:: Listed records ::
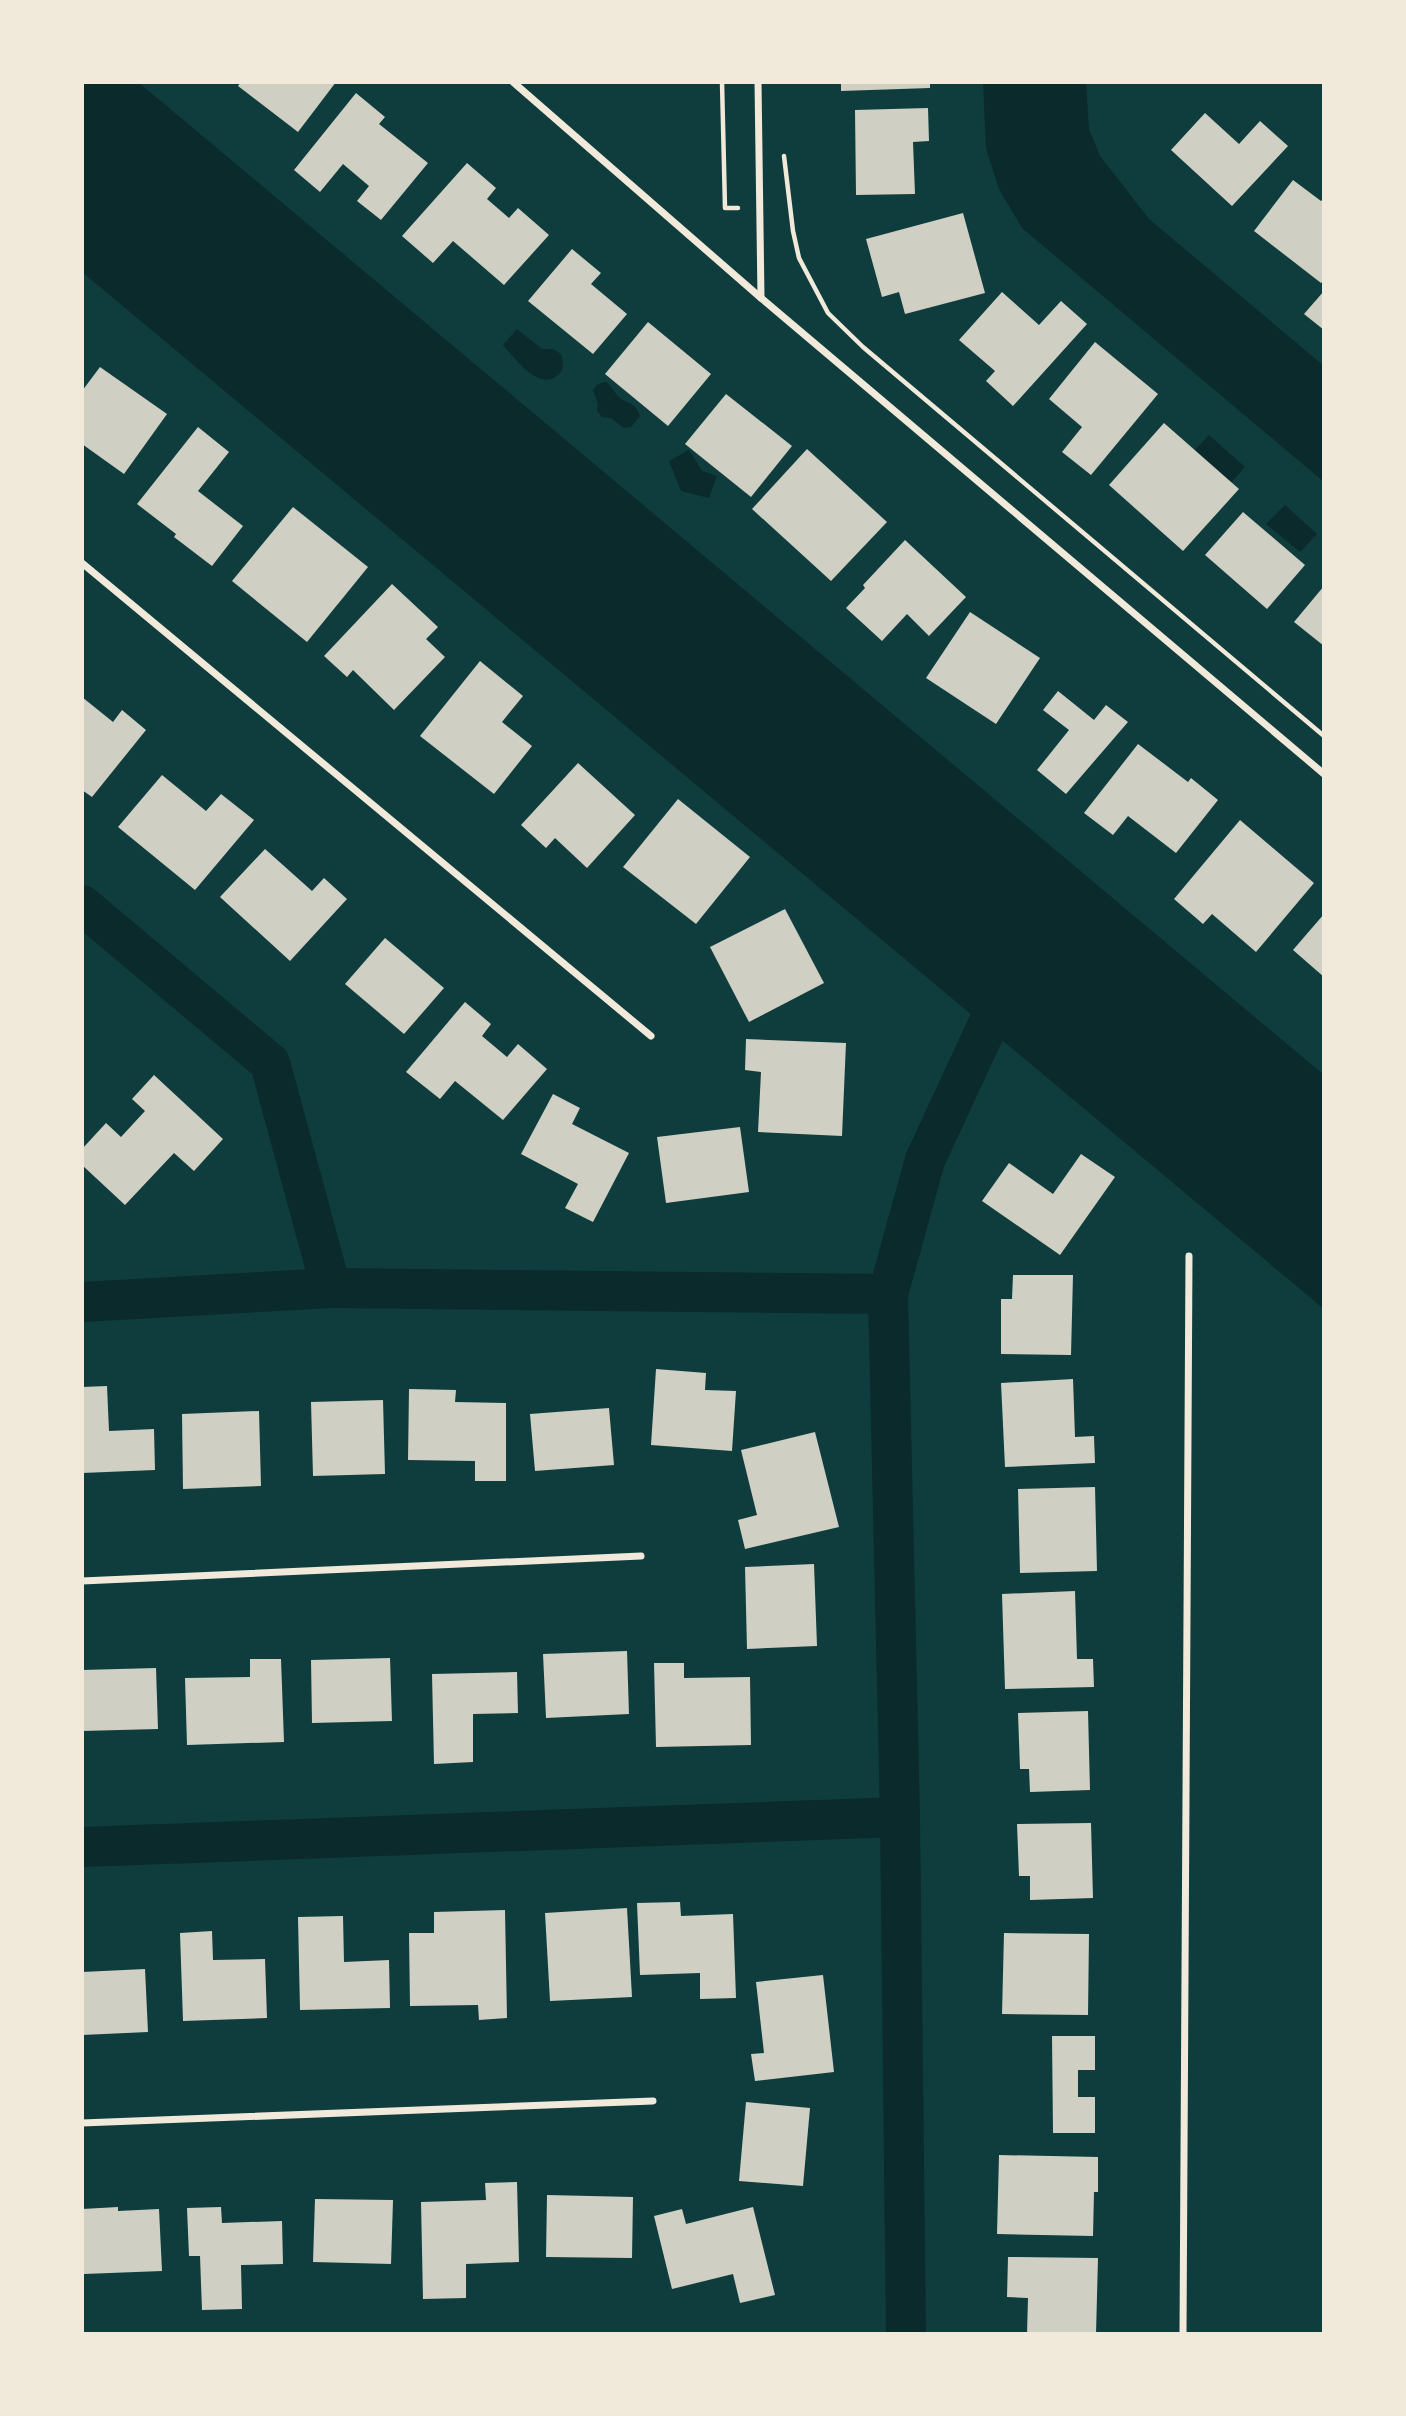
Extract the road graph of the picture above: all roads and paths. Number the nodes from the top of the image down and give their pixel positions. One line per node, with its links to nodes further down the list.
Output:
1 (513, 82): 6 (street)
2 (722, 82): 5 (path)
3 (758, 82): 4 (street)
4 (760, 120): 5 (street); 8 (path)
5 (760, 206): 6 (street)
6 (761, 298): 9 (street)
7 (82, 563): 10 (street)
8 (1324, 736)
9 (1324, 774)
10 (650, 1036)
11 (1189, 1256): 16 (street)
12 (641, 1556): 13 (street)
13 (82, 1581)
14 (653, 2101): 15 (street)
15 (82, 2123)
16 (1183, 2334)

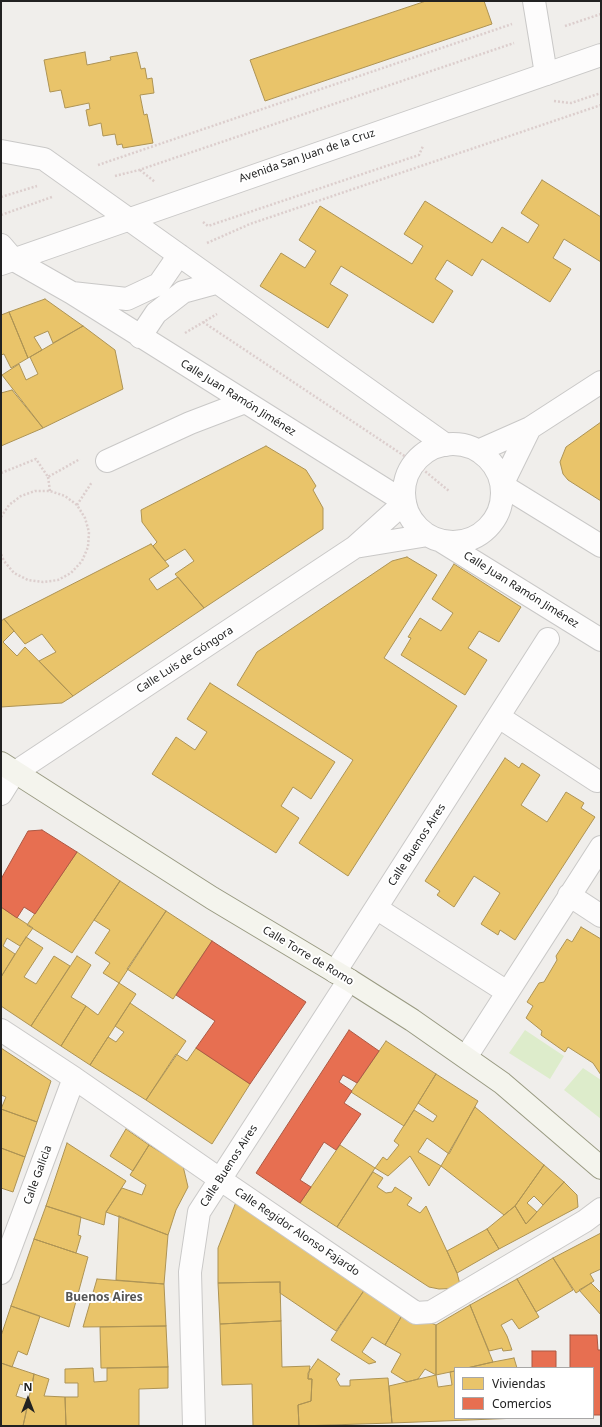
:::
What is needed> Print the entire listing above verbatim. No picture should be included.

The answer>
Extract the road graph of the picture above: all roads and paths. Number the nodes from the top of the image down and give their pixel positions. One line per node, with its links to nodes further down the list.
Output:
1 (513, 82): 6 (street)
2 (722, 82): 5 (path)
3 (758, 82): 4 (street)
4 (760, 120): 5 (street); 8 (path)
5 (760, 206): 6 (street)
6 (761, 298): 9 (street)
7 (82, 563): 10 (street)
8 (1324, 736)
9 (1324, 774)
10 (650, 1036)
11 (1189, 1256): 16 (street)
12 (641, 1556): 13 (street)
13 (82, 1581)
14 (653, 2101): 15 (street)
15 (82, 2123)
16 (1183, 2334)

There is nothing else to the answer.